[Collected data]
--- START ---

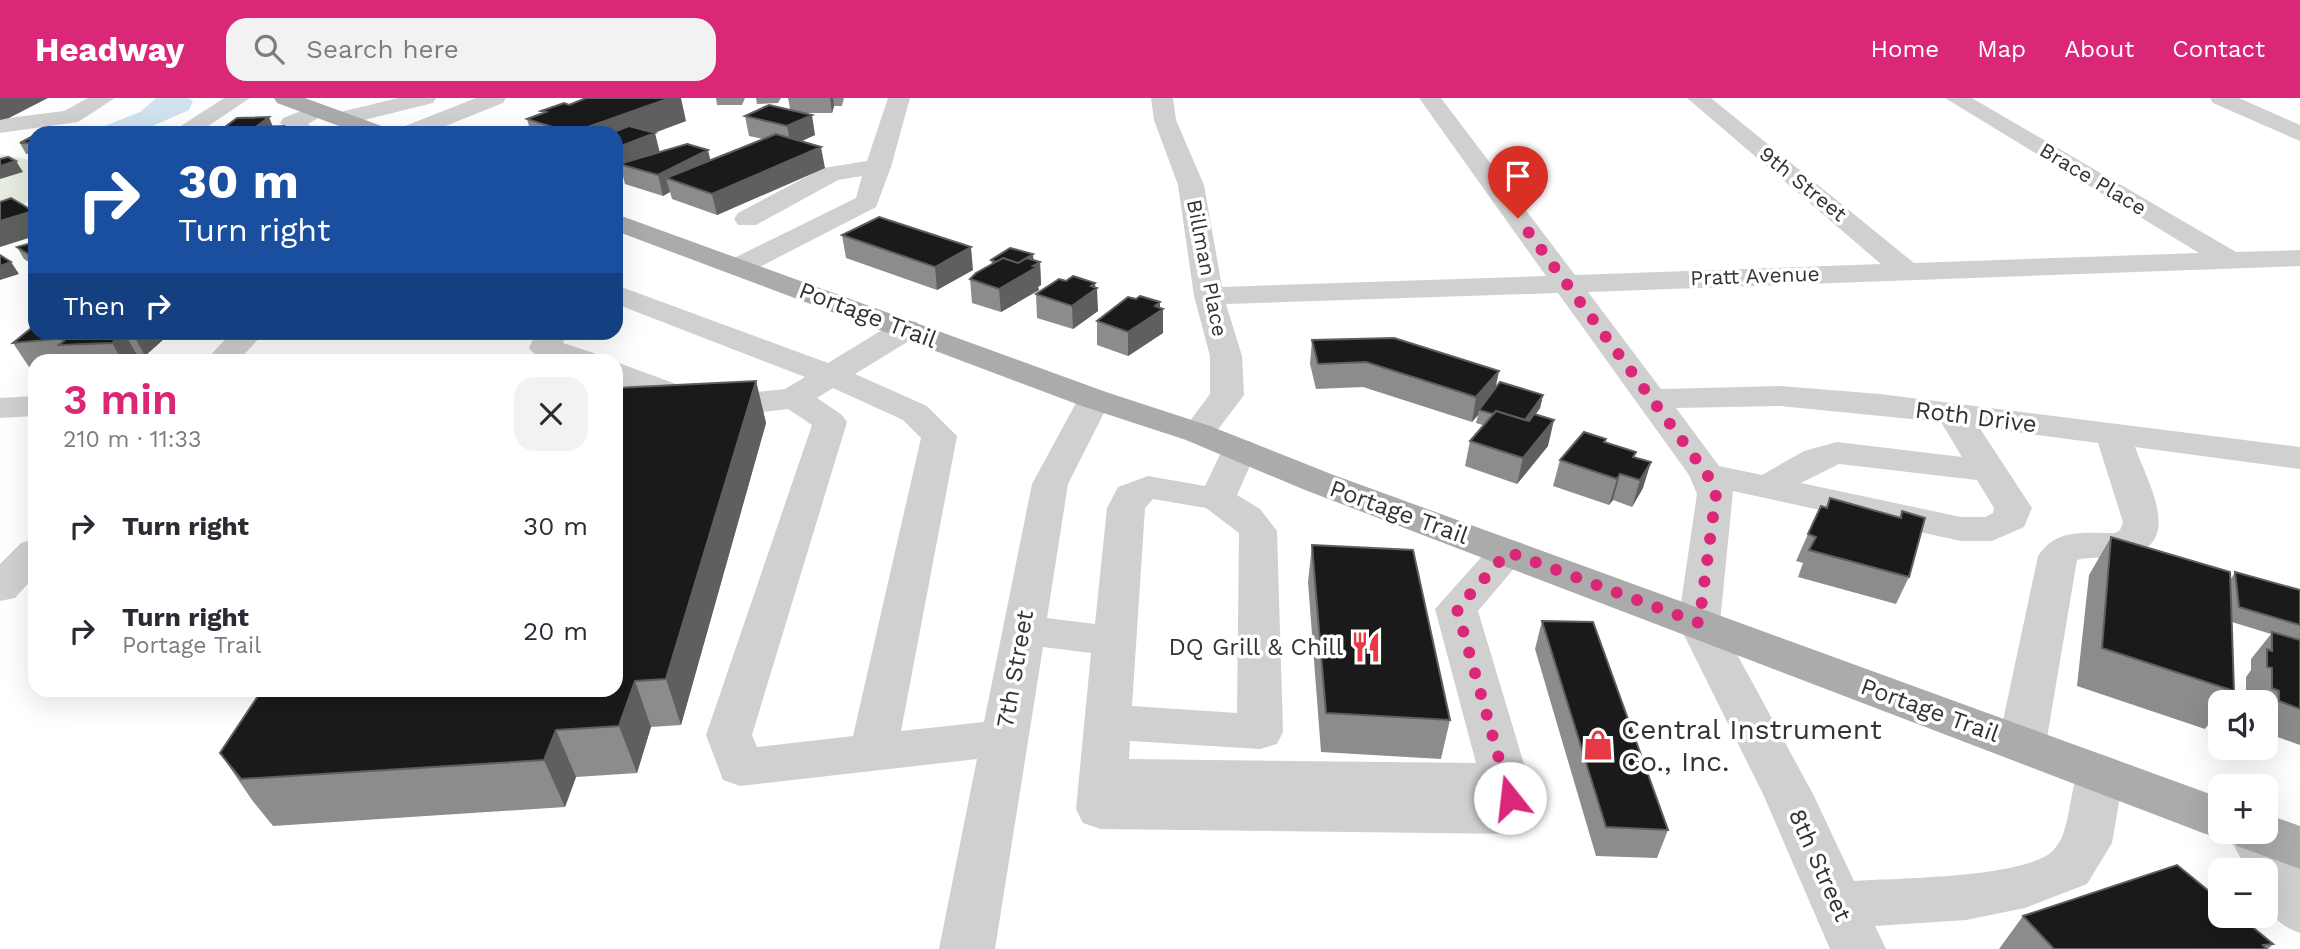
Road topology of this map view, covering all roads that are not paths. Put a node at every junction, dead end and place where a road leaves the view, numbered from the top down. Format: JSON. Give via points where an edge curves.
{"nodes":[{"id":1,"x":104,"y":98,"type":"edge"},
{"id":2,"x":239,"y":98,"type":"edge"},
{"id":3,"x":285,"y":98,"type":"edge"},
{"id":4,"x":425,"y":98,"type":"edge"},
{"id":5,"x":495,"y":98,"type":"edge"},
{"id":6,"x":899,"y":98,"type":"edge"},
{"id":7,"x":1162,"y":98,"type":"edge"},
{"id":8,"x":1430,"y":98,"type":"edge"},
{"id":9,"x":1698,"y":98,"type":"edge"},
{"id":10,"x":1956,"y":98,"type":"edge"},
{"id":11,"x":2221,"y":98,"type":"edge"},
{"id":12,"x":329,"y":115,"type":"junction"},
{"id":13,"x":0,"y":126,"type":"edge"},
{"id":14,"x":193,"y":126,"type":"edge"},
{"id":15,"x":296,"y":126,"type":"edge"},
{"id":16,"x":360,"y":126,"type":"edge"},
{"id":17,"x":425,"y":126,"type":"edge"},
{"id":18,"x":2300,"y":134,"type":"edge"},
{"id":19,"x":878,"y":167,"type":"junction"},
{"id":20,"x":747,"y":219,"type":"dead end"},
{"id":21,"x":623,"y":224,"type":"edge"},
{"id":22,"x":2300,"y":258,"type":"edge"},
{"id":23,"x":2230,"y":260,"type":"junction"},
{"id":24,"x":740,"y":266,"type":"junction"},
{"id":25,"x":1906,"y":271,"type":"junction"},
{"id":26,"x":1567,"y":285,"type":"junction"},
{"id":27,"x":1209,"y":296,"type":"junction"},
{"id":28,"x":623,"y":297,"type":"edge"},
{"id":29,"x":906,"y":329,"type":"junction"},
{"id":30,"x":242,"y":340,"type":"edge"},
{"id":31,"x":548,"y":340,"type":"edge"},
{"id":32,"x":228,"y":354,"type":"edge"},
{"id":33,"x":564,"y":354,"type":"edge"},
{"id":34,"x":623,"y":375,"type":"edge"},
{"id":35,"x":830,"y":375,"type":"junction"},
{"id":36,"x":794,"y":398,"type":"junction"},
{"id":37,"x":1094,"y":399,"type":"junction"},
{"id":38,"x":1651,"y":399,"type":"junction"},
{"id":39,"x":28,"y":406,"type":"edge"},
{"id":40,"x":0,"y":408,"type":"edge"},
{"id":41,"x":1953,"y":414,"type":"junction"},
{"id":42,"x":1198,"y":433,"type":"junction"},
{"id":43,"x":2113,"y":434,"type":"junction"},
{"id":44,"x":1239,"y":450,"type":"junction"},
{"id":45,"x":2300,"y":458,"type":"edge"},
{"id":46,"x":1991,"y":471,"type":"junction"},
{"id":47,"x":1707,"y":474,"type":"junction"},
{"id":48,"x":1767,"y":487,"type":"junction"},
{"id":49,"x":1217,"y":499,"type":"junction"},
{"id":50,"x":1508,"y":552,"type":"junction"},
{"id":51,"x":28,"y":559,"type":"edge"},
{"id":52,"x":0,"y":588,"type":"edge"},
{"id":53,"x":1699,"y":623,"type":"junction"},
{"id":54,"x":1022,"y":630,"type":"junction"},
{"id":55,"x":1114,"y":644,"type":"junction"},
{"id":56,"x":1107,"y":722,"type":"junction"},
{"id":57,"x":1003,"y":738,"type":"junction"},
{"id":58,"x":2022,"y":744,"type":"junction"},
{"id":59,"x":873,"y":753,"type":"junction"},
{"id":60,"x":2100,"y":774,"type":"junction"},
{"id":61,"x":2208,"y":813,"type":"edge"},
{"id":62,"x":2278,"y":840,"type":"edge"},
{"id":63,"x":2261,"y":844,"type":"edge"},
{"id":64,"x":2300,"y":848,"type":"edge"},
{"id":65,"x":2300,"y":910,"type":"edge"},
{"id":66,"x":1848,"y":927,"type":"edge"},
{"id":67,"x":967,"y":949,"type":"edge"}],
"edges":[{"from":1,"to":13,"type":"street","via":[[69,117]]},
{"from":2,"to":14,"type":"street"},
{"from":3,"to":12,"type":"main road"},
{"from":4,"to":12,"type":"street"},
{"from":5,"to":17,"type":"street"},
{"from":6,"to":19,"type":"street"},
{"from":7,"to":27,"type":"street","name":"Billman Place","via":[[1165,120],[1191,185]]},
{"from":8,"to":26,"type":"street"},
{"from":9,"to":25,"type":"street","name":"9th Street"},
{"from":10,"to":23,"type":"street","name":"Brace Place"},
{"from":11,"to":18,"type":"street"},
{"from":12,"to":15,"type":"street","via":[[291,123]]},
{"from":12,"to":16,"type":"main road"},
{"from":19,"to":20,"type":"street","via":[[832,173]]},
{"from":19,"to":24,"type":"street","via":[[867,202]]},
{"from":21,"to":24,"type":"main road","name":"Portage Trail"},
{"from":22,"to":23,"type":"street","name":"Pratt Avenue"},
{"from":23,"to":25,"type":"street","name":"Pratt Avenue"},
{"from":24,"to":29,"type":"main road","name":"Portage Trail"},
{"from":25,"to":26,"type":"street","name":"Pratt Avenue"},
{"from":26,"to":27,"type":"street","name":"Pratt Avenue"},
{"from":26,"to":38,"type":"street"},
{"from":27,"to":42,"type":"street","name":"Billman Place","via":[[1226,356],[1227,394]]},
{"from":28,"to":35,"type":"street"},
{"from":29,"to":35,"type":"street"},
{"from":29,"to":37,"type":"main road","name":"Portage Trail"},
{"from":30,"to":32,"type":"street"},
{"from":31,"to":33,"type":"street","via":[[545,348]]},
{"from":34,"to":36,"type":"street","via":[[709,408]]},
{"from":35,"to":36,"type":"street"},
{"from":35,"to":59,"type":"street","via":[[915,413],[939,436]]},
{"from":36,"to":59,"type":"street","via":[[830,422],[729,735],[740,767]]},
{"from":37,"to":42,"type":"main road","name":"Portage Trail"},
{"from":37,"to":54,"type":"street","name":"7th Street","via":[[1049,484]]},
{"from":38,"to":41,"type":"street","name":"Roth Drive","via":[[1780,396]]},
{"from":38,"to":47,"type":"street"},
{"from":39,"to":40,"type":"street"},
{"from":41,"to":43,"type":"street","name":"Roth Drive"},
{"from":41,"to":46,"type":"street"},
{"from":42,"to":44,"type":"main road","name":"Portage Trail"},
{"from":43,"to":45,"type":"street","name":"Roth Drive"},
{"from":43,"to":58,"type":"street","via":[[2142,522],[2138,537],[2121,545],[2068,546],[2058,556]]},
{"from":44,"to":49,"type":"street"},
{"from":44,"to":50,"type":"main road","name":"Portage Trail"},
{"from":46,"to":48,"type":"street","via":[[1837,453]]},
{"from":46,"to":48,"type":"street","via":[[2013,508],[2010,519],[1992,528],[1961,529]]},
{"from":47,"to":48,"type":"street"},
{"from":47,"to":53,"type":"street","via":[[1716,494]]},
{"from":49,"to":55,"type":"street","via":[[1149,487],[1131,495]]},
{"from":49,"to":56,"type":"street","via":[[1246,517],[1258,531],[1260,732]]},
{"from":50,"to":53,"type":"main road","name":"Portage Trail"},
{"from":50,"to":56,"type":"street","via":[[1457,609],[1506,782],[1102,778]]},
{"from":51,"to":52,"type":"street"},
{"from":53,"to":58,"type":"main road","name":"Portage Trail"},
{"from":53,"to":66,"type":"street","name":"8th Street","via":[[1788,794]]},
{"from":54,"to":55,"type":"street"},
{"from":54,"to":57,"type":"street","name":"7th Street"},
{"from":55,"to":56,"type":"street"},
{"from":57,"to":59,"type":"street"},
{"from":57,"to":67,"type":"street","name":"7th Street"},
{"from":58,"to":60,"type":"main road","name":"Portage Trail"},
{"from":60,"to":61,"type":"main road","name":"Portage Trail"},
{"from":60,"to":66,"type":"street","via":[[2086,843],[2069,869],[2025,886]]},
{"from":62,"to":64,"type":"main road"},
{"from":63,"to":65,"type":"street"}]}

--- END ---

Exercise description: Report how many lines above include "Portage". Nothing else.

Task result: 10